EXERCISE BRIEF
Every line of the entries below that includes "main" belongs in the answer, copied as written.

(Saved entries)
===

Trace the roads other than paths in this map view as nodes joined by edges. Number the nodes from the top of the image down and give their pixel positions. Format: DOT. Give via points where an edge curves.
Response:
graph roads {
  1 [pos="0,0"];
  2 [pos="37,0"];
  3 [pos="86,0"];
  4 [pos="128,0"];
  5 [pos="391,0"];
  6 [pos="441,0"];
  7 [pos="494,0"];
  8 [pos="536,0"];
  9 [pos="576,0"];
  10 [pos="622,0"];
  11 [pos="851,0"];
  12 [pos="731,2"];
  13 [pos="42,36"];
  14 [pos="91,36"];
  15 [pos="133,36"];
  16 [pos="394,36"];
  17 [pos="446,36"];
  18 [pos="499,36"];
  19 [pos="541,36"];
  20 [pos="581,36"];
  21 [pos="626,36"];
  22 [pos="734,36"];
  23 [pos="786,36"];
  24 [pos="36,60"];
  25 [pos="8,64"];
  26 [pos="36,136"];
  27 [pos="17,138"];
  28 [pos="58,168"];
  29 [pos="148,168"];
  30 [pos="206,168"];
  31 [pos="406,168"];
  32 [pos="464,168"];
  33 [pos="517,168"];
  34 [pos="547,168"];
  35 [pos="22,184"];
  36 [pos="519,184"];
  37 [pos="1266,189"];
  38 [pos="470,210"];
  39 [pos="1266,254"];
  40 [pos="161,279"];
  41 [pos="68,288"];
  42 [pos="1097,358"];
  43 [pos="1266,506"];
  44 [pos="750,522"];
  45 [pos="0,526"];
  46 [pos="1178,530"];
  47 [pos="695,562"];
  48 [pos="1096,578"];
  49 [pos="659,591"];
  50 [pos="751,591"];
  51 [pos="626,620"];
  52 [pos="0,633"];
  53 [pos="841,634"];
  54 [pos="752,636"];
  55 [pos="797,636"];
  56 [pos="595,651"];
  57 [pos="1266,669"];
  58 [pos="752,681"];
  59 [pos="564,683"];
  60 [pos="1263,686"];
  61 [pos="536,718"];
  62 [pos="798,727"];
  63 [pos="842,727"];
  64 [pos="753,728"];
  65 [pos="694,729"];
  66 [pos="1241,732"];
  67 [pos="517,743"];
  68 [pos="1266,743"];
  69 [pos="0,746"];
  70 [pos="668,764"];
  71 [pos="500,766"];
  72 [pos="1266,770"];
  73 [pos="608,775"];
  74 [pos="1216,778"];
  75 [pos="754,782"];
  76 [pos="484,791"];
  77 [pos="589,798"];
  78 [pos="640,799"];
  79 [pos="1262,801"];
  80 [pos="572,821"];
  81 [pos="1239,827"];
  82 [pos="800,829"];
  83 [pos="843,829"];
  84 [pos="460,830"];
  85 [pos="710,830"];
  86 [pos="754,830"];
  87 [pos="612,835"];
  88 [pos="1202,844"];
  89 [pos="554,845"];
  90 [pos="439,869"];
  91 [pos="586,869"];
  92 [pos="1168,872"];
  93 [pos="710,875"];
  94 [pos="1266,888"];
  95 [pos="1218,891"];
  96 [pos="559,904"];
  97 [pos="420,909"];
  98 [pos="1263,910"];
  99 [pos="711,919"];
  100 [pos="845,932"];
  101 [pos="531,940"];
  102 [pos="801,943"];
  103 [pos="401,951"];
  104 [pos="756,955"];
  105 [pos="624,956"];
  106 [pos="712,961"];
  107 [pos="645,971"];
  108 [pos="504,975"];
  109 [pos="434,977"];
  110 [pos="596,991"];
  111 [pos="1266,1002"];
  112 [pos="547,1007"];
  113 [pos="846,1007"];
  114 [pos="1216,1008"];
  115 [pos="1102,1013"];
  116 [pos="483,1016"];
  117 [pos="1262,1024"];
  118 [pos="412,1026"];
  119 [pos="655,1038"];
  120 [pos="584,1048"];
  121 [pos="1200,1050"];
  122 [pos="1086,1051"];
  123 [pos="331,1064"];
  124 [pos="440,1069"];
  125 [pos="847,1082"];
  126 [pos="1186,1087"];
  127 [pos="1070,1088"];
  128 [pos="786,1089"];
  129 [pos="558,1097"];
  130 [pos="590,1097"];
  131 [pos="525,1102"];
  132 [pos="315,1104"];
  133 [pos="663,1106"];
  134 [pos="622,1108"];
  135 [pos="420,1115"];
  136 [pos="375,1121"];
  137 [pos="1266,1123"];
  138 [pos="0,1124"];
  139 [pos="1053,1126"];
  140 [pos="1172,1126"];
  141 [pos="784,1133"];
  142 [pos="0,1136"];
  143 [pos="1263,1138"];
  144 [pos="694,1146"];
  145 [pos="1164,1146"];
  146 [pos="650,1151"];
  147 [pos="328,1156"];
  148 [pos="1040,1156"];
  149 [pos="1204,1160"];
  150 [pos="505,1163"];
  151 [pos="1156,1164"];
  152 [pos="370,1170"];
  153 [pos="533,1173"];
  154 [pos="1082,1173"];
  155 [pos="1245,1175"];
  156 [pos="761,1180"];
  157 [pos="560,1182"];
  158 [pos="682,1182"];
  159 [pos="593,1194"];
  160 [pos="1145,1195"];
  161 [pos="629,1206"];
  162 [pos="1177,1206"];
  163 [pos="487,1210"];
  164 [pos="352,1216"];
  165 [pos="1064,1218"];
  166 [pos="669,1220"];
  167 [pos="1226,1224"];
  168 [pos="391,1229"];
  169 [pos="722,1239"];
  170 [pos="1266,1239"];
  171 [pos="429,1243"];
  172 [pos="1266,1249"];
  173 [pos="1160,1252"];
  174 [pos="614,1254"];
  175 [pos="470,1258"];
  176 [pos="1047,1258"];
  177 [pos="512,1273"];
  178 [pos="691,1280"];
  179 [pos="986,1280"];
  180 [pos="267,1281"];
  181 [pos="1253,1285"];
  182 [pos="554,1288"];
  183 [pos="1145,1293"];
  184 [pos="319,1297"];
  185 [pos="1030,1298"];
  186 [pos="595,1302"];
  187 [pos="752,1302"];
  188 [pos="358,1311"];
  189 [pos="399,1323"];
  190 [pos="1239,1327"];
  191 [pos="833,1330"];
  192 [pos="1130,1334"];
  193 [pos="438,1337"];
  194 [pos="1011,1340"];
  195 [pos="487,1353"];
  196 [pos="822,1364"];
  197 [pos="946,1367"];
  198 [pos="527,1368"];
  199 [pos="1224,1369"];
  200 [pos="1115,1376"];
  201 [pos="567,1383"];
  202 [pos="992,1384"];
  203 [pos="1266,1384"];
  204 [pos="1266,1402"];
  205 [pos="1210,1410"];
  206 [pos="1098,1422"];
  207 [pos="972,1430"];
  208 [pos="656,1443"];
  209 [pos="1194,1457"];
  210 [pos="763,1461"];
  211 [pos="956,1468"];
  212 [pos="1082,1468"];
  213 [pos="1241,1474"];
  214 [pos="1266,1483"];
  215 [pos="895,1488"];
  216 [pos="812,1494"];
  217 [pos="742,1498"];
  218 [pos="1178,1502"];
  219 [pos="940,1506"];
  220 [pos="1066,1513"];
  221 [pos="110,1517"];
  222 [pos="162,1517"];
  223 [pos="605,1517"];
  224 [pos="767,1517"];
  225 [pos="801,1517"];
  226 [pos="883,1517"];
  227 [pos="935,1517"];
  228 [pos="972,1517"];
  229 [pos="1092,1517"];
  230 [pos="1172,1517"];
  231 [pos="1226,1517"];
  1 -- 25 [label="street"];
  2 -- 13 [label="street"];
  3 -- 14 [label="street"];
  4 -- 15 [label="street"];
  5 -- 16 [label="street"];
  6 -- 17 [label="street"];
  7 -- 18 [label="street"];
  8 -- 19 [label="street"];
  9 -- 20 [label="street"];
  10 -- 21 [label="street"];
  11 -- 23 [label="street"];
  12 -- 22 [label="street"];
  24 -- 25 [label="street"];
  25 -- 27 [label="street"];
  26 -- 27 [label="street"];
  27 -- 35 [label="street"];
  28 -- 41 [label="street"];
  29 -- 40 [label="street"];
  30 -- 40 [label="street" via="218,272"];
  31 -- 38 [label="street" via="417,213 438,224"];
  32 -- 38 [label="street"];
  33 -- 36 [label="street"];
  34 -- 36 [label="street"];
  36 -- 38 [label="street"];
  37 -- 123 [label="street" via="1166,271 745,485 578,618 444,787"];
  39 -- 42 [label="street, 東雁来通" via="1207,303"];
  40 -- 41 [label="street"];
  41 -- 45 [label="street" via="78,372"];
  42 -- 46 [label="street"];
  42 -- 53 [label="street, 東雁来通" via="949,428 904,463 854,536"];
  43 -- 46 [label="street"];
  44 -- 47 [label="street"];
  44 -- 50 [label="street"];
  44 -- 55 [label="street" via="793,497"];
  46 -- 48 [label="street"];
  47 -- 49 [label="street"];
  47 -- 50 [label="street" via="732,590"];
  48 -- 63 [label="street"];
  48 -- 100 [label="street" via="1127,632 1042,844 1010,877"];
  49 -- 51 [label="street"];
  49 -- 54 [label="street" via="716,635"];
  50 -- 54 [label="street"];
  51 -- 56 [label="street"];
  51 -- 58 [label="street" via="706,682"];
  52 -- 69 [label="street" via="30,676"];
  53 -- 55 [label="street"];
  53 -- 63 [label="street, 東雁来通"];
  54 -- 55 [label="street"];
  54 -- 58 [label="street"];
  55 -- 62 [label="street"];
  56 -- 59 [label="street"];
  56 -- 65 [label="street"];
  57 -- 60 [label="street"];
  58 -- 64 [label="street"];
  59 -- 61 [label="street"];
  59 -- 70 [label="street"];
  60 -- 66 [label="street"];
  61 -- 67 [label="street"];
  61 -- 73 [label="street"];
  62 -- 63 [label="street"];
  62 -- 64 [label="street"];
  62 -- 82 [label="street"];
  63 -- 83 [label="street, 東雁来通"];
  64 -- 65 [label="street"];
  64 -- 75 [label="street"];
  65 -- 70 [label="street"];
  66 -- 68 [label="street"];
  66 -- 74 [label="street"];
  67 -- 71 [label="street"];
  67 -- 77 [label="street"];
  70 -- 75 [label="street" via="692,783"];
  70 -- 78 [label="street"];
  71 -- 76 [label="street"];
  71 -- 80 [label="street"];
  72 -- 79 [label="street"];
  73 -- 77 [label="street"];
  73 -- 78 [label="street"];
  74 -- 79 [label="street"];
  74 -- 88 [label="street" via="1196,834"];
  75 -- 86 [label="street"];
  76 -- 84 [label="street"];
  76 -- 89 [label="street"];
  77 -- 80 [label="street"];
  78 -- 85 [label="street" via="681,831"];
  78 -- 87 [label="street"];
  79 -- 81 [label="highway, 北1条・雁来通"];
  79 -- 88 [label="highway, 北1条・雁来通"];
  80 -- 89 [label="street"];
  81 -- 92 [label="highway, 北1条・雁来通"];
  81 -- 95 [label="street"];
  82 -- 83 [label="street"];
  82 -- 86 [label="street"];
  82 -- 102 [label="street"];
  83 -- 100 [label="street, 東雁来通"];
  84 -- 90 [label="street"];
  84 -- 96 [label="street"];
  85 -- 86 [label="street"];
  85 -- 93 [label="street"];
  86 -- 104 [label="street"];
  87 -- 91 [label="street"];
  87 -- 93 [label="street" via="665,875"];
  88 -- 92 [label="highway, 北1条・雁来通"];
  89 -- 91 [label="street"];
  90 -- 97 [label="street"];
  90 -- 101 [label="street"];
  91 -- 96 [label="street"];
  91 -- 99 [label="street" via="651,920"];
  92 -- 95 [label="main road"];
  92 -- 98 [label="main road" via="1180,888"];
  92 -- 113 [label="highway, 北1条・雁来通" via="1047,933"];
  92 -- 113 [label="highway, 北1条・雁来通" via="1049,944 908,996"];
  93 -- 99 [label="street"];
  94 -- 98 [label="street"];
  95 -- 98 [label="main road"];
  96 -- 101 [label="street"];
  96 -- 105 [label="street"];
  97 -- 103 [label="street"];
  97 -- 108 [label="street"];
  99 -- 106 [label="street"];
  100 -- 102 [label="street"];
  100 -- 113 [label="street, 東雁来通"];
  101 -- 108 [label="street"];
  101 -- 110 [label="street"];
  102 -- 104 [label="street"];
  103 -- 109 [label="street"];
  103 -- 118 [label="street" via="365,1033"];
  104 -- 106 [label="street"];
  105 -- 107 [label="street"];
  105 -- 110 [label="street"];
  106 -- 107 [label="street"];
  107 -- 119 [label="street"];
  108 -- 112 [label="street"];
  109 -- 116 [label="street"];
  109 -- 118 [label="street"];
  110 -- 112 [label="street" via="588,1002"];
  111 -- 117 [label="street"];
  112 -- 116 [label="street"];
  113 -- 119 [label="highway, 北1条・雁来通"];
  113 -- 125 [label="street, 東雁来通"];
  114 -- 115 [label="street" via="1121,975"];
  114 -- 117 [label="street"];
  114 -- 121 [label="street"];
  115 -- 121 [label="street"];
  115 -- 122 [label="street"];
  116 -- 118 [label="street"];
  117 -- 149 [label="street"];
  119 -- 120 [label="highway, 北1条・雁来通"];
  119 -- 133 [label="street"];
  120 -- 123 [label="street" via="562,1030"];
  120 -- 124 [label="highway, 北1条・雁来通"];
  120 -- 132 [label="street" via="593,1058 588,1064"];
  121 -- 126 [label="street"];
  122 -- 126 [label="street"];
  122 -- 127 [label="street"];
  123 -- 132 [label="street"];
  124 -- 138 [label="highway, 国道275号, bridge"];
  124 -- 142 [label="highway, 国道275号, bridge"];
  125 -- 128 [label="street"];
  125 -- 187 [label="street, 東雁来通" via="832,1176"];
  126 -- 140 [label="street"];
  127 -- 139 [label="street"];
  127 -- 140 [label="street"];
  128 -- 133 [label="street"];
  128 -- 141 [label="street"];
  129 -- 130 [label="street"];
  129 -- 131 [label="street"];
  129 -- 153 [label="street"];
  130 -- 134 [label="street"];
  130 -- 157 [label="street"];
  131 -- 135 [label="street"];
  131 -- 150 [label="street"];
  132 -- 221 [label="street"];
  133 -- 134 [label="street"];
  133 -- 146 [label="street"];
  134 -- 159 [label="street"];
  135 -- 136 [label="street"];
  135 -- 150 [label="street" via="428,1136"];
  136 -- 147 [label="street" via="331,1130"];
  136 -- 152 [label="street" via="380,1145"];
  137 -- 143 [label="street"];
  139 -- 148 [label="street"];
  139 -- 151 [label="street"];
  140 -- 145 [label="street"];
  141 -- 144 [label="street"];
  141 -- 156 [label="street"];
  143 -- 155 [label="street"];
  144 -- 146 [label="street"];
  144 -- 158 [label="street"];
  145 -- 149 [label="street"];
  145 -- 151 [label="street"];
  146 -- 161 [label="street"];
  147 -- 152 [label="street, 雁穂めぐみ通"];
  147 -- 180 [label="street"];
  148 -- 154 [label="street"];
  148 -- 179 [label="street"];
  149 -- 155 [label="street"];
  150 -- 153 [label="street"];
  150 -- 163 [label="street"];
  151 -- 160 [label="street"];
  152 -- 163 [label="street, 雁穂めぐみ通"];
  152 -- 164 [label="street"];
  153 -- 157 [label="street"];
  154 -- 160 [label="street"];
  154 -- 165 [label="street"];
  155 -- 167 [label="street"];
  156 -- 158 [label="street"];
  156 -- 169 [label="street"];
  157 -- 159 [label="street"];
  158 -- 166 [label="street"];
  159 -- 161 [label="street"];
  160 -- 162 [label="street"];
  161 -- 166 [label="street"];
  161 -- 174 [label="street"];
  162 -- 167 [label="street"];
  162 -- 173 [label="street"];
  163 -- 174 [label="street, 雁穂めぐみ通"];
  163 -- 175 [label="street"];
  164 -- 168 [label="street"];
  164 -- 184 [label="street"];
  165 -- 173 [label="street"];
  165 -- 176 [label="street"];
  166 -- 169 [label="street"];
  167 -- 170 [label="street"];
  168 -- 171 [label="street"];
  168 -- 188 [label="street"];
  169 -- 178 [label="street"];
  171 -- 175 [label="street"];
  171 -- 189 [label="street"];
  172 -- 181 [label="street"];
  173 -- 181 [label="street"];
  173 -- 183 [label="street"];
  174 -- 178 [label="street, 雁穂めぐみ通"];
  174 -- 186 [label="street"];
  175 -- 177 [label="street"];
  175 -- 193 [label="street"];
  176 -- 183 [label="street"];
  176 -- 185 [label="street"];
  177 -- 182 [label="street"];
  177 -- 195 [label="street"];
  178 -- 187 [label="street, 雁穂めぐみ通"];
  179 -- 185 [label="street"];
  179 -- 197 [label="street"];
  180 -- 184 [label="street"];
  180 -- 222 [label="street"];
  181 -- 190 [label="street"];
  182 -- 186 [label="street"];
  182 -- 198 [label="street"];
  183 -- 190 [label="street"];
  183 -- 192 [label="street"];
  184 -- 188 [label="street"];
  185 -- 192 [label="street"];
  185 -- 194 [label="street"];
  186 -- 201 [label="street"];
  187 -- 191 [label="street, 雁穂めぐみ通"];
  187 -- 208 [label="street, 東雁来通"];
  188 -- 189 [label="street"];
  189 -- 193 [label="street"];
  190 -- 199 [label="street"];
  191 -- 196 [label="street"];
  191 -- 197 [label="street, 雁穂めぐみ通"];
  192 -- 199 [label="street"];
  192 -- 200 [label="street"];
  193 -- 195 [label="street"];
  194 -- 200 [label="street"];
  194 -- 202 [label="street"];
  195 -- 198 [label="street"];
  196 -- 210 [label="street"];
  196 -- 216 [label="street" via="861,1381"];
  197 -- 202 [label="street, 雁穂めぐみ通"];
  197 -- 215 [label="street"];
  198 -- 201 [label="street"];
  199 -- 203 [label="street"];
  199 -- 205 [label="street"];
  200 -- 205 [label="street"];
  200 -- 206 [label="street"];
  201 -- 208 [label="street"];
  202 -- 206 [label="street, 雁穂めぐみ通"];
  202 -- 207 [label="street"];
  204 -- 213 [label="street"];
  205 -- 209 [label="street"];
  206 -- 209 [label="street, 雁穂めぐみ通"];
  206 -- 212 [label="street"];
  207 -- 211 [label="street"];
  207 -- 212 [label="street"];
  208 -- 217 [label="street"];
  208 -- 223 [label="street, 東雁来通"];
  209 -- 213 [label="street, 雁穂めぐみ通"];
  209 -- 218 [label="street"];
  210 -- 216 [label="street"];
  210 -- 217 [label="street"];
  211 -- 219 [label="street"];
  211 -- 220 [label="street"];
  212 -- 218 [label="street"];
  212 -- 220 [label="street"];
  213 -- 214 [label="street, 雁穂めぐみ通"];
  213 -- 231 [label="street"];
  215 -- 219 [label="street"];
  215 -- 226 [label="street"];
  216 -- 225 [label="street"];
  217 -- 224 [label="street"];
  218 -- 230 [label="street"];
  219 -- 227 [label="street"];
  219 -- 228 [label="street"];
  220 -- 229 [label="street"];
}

===

EXERCISE OUTPUT
  92 -- 95 [label="main road"];
  92 -- 98 [label="main road" via="1180,888"];
  95 -- 98 [label="main road"];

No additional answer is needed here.